▸ Material provided
○ ○ ○ ○ ○ ○ ○

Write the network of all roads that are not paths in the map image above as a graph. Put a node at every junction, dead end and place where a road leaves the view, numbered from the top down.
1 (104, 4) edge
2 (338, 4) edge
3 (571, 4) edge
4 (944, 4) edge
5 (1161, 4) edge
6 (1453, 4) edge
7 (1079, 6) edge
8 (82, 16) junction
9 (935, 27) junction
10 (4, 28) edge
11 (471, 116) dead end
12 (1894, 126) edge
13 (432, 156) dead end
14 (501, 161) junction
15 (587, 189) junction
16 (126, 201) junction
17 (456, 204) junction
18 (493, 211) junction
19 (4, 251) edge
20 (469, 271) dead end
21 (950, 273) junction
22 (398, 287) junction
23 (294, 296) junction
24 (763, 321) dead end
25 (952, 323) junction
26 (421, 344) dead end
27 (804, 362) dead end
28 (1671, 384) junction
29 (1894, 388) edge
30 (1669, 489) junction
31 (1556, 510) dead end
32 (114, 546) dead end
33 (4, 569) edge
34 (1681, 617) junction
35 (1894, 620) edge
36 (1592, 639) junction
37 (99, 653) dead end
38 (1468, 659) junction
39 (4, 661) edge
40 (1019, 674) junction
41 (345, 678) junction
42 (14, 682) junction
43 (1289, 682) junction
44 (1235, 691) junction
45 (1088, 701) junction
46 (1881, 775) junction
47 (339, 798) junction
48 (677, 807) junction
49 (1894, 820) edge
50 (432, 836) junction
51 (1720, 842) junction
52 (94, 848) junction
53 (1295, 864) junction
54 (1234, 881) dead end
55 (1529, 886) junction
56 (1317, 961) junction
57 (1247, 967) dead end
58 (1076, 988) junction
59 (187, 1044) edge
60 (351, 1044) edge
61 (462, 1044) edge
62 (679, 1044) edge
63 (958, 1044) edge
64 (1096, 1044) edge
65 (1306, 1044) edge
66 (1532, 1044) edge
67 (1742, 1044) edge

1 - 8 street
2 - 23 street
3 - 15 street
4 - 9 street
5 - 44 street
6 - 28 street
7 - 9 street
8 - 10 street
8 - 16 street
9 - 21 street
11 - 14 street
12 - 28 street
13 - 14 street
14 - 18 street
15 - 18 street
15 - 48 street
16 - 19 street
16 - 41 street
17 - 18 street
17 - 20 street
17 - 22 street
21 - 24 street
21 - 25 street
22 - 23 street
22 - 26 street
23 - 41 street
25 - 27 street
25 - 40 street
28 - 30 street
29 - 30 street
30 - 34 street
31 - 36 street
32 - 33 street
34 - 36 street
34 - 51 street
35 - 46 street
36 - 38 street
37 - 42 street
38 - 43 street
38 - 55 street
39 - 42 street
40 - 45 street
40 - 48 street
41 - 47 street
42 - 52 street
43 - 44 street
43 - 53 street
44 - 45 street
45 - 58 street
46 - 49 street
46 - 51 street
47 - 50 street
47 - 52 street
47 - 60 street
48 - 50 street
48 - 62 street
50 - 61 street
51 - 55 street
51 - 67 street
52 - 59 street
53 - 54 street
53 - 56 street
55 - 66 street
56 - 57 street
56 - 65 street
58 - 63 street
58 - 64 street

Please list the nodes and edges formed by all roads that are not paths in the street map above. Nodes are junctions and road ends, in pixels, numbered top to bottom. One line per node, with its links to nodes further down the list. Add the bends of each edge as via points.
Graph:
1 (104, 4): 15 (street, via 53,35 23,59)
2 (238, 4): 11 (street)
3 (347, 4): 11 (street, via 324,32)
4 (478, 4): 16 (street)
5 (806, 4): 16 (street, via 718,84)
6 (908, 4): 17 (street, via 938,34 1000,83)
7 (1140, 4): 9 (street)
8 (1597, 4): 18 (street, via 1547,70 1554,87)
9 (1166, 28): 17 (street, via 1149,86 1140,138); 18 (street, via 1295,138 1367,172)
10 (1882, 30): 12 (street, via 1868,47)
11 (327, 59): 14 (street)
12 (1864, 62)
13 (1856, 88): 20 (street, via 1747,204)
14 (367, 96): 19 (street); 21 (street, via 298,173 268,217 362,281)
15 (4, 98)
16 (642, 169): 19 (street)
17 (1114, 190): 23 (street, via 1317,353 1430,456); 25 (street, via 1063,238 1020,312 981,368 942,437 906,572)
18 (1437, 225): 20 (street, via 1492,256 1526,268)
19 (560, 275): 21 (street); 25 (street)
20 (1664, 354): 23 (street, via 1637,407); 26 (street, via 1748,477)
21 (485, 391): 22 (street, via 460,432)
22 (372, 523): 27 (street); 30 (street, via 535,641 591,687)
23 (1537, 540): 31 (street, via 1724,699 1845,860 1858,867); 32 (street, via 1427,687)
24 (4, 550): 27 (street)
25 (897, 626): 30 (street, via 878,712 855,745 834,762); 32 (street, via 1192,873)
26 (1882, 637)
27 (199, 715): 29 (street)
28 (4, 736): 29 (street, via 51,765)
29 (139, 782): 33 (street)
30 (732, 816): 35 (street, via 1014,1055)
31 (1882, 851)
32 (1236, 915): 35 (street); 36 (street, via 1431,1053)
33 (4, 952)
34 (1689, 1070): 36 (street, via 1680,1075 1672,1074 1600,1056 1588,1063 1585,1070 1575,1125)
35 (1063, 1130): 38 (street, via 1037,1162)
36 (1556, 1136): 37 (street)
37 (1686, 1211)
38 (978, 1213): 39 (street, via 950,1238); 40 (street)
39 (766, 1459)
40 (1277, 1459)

○ ○ ○ ○ ○ ○ ○

▸ Exercise aim
Your answer must be every line from the entries that contains the string "paths", copied as it stands.

▸ Problem solution
Write the network of all roads that are not paths in the map image above as a graph. Put a node at every junction, dead end and place where a road leaves the view, numbered from the top down.
Please list the nodes and edges formed by all roads that are not paths in the street map above. Nodes are junctions and road ends, in pixels, numbered top to bottom. One line per node, with its links to nodes further down the list. Add the bends of each edge as via points.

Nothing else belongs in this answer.